### Given records:
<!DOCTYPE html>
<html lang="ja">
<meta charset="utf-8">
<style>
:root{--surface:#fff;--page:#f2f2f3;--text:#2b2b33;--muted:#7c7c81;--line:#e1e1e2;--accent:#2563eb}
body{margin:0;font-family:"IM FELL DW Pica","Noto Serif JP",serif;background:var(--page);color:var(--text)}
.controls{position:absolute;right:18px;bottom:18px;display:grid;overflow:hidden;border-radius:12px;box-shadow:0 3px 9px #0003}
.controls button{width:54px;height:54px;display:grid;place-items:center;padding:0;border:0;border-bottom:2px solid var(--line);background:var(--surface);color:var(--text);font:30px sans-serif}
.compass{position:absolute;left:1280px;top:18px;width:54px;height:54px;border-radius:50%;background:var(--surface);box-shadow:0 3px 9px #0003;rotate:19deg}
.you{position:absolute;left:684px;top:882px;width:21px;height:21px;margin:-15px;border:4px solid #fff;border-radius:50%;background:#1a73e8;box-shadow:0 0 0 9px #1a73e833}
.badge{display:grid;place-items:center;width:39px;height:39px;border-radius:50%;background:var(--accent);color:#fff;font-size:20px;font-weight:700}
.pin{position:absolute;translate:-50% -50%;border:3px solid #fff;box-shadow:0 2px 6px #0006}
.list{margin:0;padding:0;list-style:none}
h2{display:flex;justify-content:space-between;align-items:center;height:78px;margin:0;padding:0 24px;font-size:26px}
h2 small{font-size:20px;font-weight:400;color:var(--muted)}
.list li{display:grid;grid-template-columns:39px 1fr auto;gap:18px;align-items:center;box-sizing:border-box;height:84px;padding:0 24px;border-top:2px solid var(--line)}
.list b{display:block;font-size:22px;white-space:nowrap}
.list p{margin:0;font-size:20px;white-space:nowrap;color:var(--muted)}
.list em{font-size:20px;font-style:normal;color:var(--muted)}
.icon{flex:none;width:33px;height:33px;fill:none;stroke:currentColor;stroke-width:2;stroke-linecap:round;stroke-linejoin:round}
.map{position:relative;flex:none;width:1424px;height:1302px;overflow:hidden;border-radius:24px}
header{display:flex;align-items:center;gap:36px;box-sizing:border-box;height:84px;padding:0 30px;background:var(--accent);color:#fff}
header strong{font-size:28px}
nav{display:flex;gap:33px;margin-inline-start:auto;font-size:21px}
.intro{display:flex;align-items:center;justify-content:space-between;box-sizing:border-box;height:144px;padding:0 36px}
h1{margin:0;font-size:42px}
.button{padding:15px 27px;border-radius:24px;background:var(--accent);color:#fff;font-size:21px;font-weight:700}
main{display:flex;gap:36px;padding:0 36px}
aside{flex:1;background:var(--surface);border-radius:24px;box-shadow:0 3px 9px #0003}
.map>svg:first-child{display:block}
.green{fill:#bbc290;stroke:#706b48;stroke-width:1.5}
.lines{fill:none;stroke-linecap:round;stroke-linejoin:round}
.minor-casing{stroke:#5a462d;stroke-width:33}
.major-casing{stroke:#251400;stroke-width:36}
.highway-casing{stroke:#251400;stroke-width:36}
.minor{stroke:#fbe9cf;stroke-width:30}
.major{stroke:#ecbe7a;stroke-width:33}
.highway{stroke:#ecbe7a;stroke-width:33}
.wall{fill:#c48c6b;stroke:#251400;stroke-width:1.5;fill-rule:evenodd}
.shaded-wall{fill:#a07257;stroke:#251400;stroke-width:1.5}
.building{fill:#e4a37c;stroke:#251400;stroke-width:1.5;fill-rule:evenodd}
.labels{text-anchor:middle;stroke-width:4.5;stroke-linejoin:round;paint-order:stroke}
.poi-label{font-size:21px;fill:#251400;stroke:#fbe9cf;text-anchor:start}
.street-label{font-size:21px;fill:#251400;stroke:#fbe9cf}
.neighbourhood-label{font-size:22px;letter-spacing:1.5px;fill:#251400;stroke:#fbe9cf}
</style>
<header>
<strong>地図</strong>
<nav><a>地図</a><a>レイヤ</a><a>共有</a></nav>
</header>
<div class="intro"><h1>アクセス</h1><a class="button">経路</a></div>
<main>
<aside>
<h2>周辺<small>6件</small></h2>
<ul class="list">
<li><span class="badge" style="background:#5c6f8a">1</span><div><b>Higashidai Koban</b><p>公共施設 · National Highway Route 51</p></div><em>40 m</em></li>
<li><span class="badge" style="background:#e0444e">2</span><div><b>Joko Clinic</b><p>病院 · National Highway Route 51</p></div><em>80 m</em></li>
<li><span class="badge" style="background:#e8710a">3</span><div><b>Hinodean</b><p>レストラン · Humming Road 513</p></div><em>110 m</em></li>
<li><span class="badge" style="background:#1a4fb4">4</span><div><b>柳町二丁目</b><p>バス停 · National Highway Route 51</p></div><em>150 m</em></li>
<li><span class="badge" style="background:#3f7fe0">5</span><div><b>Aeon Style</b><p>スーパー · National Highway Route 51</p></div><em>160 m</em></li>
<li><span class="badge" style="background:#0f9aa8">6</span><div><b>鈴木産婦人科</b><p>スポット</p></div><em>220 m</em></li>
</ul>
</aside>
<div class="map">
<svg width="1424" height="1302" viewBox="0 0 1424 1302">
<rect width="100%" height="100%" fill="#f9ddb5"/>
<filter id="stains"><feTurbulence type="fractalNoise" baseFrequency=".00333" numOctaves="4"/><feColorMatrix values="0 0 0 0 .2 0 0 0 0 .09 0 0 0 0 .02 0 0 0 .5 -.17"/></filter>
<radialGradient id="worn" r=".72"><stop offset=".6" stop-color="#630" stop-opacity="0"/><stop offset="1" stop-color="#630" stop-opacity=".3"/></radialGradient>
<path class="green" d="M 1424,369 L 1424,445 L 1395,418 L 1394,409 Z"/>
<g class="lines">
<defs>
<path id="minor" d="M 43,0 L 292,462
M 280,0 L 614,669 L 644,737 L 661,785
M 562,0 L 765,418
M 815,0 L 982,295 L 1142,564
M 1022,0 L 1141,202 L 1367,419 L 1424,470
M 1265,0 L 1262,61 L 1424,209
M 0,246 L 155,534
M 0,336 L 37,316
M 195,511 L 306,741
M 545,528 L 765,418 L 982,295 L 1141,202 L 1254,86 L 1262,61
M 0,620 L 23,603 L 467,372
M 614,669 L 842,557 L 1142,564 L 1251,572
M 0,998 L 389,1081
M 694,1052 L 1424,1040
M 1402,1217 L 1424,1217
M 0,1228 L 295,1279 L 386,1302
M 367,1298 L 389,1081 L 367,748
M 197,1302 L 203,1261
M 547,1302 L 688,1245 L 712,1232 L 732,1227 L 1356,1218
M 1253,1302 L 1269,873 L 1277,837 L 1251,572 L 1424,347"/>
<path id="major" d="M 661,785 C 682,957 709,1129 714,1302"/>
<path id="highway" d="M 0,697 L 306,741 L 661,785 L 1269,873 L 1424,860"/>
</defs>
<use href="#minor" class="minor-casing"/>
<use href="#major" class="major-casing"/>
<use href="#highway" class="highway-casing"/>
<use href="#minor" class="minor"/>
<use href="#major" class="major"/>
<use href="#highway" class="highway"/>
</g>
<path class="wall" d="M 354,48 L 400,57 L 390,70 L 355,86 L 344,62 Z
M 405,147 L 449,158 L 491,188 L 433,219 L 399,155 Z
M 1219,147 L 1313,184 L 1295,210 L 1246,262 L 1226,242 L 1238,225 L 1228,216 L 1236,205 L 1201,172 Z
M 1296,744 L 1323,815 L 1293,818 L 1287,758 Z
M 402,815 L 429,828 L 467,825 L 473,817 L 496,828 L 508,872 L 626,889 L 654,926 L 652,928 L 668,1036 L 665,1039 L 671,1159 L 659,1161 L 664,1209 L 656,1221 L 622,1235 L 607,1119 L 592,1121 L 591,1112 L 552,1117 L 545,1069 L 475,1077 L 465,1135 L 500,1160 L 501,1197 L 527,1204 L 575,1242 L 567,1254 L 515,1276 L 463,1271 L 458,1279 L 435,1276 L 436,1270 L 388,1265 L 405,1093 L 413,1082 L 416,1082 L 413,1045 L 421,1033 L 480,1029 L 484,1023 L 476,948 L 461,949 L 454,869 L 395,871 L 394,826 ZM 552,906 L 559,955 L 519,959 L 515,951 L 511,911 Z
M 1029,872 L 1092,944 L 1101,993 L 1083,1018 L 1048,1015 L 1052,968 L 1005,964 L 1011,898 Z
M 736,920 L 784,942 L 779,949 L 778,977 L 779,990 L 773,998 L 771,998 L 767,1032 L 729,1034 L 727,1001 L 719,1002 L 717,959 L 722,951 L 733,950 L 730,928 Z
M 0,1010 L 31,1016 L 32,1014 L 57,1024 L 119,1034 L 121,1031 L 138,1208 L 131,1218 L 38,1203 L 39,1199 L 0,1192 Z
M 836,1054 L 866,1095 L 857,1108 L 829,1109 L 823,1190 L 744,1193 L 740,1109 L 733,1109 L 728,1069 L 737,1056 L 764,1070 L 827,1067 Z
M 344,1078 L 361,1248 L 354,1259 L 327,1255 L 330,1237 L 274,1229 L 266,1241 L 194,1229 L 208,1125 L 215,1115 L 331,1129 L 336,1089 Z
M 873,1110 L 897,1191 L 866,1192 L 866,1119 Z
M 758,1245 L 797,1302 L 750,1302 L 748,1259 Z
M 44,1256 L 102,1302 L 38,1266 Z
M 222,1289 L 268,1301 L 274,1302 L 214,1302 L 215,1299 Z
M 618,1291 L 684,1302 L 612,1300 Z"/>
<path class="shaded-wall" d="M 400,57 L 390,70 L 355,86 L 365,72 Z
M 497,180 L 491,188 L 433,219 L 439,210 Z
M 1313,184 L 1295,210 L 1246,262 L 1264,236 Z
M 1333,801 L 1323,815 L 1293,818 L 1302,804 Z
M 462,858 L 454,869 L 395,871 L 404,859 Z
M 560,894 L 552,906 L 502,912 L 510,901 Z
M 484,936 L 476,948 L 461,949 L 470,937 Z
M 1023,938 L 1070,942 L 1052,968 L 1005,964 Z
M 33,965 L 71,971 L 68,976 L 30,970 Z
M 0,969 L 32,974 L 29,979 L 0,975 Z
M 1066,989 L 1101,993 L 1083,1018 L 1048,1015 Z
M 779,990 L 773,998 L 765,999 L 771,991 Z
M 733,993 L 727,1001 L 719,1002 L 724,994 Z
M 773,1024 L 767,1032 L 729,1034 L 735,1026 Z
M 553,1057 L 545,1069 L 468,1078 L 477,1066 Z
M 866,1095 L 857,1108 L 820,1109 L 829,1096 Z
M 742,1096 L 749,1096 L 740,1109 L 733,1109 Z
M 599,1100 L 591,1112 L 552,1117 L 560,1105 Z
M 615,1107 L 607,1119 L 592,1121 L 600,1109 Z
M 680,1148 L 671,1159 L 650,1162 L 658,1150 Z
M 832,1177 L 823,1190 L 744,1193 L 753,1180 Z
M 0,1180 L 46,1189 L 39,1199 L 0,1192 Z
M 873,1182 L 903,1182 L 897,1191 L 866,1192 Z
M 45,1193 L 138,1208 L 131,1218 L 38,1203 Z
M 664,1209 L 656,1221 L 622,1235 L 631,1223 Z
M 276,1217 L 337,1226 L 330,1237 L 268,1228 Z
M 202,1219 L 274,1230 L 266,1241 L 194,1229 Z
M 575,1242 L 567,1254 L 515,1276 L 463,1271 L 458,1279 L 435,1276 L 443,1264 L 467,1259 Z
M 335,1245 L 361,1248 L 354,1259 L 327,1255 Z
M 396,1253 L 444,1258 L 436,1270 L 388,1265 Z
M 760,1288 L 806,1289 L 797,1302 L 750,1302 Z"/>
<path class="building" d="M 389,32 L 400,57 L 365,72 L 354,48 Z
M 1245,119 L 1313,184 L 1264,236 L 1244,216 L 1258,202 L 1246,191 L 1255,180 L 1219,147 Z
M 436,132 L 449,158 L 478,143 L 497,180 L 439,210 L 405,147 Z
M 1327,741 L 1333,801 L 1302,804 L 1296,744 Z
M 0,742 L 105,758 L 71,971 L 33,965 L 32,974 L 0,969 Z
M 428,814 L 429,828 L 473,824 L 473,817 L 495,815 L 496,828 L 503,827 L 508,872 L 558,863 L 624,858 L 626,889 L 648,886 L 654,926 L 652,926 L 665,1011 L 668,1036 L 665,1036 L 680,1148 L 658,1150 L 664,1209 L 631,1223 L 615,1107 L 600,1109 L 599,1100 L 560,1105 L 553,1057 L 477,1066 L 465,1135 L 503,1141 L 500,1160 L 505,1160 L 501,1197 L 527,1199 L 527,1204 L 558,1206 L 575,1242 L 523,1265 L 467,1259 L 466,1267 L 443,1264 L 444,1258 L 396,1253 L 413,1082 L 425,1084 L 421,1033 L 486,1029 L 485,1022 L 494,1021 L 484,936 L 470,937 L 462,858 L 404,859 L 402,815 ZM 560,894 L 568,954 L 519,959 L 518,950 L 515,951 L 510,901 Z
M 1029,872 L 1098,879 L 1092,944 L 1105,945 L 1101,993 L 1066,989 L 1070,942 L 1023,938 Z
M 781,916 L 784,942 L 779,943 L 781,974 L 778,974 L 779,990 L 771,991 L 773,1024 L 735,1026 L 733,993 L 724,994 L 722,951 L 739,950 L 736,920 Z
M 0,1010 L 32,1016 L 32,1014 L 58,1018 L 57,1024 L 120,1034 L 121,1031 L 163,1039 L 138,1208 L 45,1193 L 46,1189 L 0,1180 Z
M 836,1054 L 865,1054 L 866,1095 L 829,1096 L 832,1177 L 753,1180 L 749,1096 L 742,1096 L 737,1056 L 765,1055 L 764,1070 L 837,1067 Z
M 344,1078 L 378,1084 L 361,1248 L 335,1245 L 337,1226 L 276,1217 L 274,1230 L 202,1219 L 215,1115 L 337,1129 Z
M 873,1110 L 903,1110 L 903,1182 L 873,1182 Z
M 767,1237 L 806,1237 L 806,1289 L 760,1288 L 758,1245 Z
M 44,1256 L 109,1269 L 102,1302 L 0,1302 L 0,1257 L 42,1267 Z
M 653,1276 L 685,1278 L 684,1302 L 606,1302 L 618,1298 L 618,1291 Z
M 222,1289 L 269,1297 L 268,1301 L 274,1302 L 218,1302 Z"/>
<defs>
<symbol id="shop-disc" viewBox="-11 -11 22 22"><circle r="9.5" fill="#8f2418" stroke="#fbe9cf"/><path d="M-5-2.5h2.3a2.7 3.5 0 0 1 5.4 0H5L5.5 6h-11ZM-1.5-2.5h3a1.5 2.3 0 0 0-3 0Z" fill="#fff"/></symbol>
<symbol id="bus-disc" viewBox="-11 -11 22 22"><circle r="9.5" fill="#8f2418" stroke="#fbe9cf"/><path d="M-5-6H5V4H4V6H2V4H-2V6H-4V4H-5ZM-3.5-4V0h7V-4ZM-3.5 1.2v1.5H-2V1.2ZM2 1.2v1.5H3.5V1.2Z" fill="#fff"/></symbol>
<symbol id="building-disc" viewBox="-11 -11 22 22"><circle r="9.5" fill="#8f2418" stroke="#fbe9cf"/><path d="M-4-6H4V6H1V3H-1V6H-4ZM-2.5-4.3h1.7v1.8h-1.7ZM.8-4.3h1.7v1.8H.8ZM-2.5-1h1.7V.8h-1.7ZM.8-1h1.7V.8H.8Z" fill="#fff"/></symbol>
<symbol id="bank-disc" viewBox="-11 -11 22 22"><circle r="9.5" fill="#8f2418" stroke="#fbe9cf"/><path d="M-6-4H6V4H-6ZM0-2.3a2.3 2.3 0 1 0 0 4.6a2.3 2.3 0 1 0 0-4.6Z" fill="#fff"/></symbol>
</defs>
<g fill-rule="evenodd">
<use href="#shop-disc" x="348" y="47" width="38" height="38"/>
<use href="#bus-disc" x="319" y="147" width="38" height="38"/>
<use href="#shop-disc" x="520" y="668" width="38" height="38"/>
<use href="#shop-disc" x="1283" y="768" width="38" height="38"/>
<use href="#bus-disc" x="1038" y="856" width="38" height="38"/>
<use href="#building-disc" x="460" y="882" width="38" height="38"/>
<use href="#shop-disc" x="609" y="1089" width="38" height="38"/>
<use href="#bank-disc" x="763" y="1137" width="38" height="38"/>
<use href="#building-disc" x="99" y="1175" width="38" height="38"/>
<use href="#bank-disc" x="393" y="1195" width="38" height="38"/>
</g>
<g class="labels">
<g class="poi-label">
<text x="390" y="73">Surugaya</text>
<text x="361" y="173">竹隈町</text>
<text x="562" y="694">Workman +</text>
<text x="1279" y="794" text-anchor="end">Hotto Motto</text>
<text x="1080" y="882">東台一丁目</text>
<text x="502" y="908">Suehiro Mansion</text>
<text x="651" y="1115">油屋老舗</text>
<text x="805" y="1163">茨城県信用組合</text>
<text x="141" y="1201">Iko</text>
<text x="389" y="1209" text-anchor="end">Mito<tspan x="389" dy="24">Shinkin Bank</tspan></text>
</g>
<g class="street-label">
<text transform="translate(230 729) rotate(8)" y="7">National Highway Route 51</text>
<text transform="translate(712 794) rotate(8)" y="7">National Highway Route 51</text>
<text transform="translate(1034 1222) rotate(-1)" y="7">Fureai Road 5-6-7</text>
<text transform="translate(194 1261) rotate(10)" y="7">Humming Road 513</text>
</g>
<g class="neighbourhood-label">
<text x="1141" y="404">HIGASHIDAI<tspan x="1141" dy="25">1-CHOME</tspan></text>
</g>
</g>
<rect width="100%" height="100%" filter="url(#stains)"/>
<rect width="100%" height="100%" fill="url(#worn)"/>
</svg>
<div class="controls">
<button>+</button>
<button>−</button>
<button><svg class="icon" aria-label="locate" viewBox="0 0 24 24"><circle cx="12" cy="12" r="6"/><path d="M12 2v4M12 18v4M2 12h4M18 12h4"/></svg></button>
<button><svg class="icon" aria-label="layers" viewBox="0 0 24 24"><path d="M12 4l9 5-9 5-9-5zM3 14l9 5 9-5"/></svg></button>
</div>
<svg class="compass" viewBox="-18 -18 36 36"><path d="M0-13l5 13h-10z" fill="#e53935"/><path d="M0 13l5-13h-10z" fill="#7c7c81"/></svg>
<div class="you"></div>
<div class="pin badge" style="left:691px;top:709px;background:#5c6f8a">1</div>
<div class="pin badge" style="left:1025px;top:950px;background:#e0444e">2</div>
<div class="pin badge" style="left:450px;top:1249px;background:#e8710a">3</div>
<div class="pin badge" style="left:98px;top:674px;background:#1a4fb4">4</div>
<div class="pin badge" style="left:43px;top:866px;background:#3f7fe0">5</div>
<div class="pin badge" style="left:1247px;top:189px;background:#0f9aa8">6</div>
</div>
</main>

### Directions for this task:
Scan the listing above for the line that has "M 545,528 L", then copy exactly from that line through the line that has "M 0,1010 L 31,1016".

### Answer below:
M 545,528 L 765,418 L 982,295 L 1141,202 L 1254,86 L 1262,61
M 0,620 L 23,603 L 467,372
M 614,669 L 842,557 L 1142,564 L 1251,572
M 0,998 L 389,1081
M 694,1052 L 1424,1040
M 1402,1217 L 1424,1217
M 0,1228 L 295,1279 L 386,1302
M 367,1298 L 389,1081 L 367,748
M 197,1302 L 203,1261
M 547,1302 L 688,1245 L 712,1232 L 732,1227 L 1356,1218
M 1253,1302 L 1269,873 L 1277,837 L 1251,572 L 1424,347"/>
<path id="major" d="M 661,785 C 682,957 709,1129 714,1302"/>
<path id="highway" d="M 0,697 L 306,741 L 661,785 L 1269,873 L 1424,860"/>
</defs>
<use href="#minor" class="minor-casing"/>
<use href="#major" class="major-casing"/>
<use href="#highway" class="highway-casing"/>
<use href="#minor" class="minor"/>
<use href="#major" class="major"/>
<use href="#highway" class="highway"/>
</g>
<path class="wall" d="M 354,48 L 400,57 L 390,70 L 355,86 L 344,62 Z
M 405,147 L 449,158 L 491,188 L 433,219 L 399,155 Z
M 1219,147 L 1313,184 L 1295,210 L 1246,262 L 1226,242 L 1238,225 L 1228,216 L 1236,205 L 1201,172 Z
M 1296,744 L 1323,815 L 1293,818 L 1287,758 Z
M 402,815 L 429,828 L 467,825 L 473,817 L 496,828 L 508,872 L 626,889 L 654,926 L 652,928 L 668,1036 L 665,1039 L 671,1159 L 659,1161 L 664,1209 L 656,1221 L 622,1235 L 607,1119 L 592,1121 L 591,1112 L 552,1117 L 545,1069 L 475,1077 L 465,1135 L 500,1160 L 501,1197 L 527,1204 L 575,1242 L 567,1254 L 515,1276 L 463,1271 L 458,1279 L 435,1276 L 436,1270 L 388,1265 L 405,1093 L 413,1082 L 416,1082 L 413,1045 L 421,1033 L 480,1029 L 484,1023 L 476,948 L 461,949 L 454,869 L 395,871 L 394,826 ZM 552,906 L 559,955 L 519,959 L 515,951 L 511,911 Z
M 1029,872 L 1092,944 L 1101,993 L 1083,1018 L 1048,1015 L 1052,968 L 1005,964 L 1011,898 Z
M 736,920 L 784,942 L 779,949 L 778,977 L 779,990 L 773,998 L 771,998 L 767,1032 L 729,1034 L 727,1001 L 719,1002 L 717,959 L 722,951 L 733,950 L 730,928 Z
M 0,1010 L 31,1016 L 32,1014 L 57,1024 L 119,1034 L 121,1031 L 138,1208 L 131,1218 L 38,1203 L 39,1199 L 0,1192 Z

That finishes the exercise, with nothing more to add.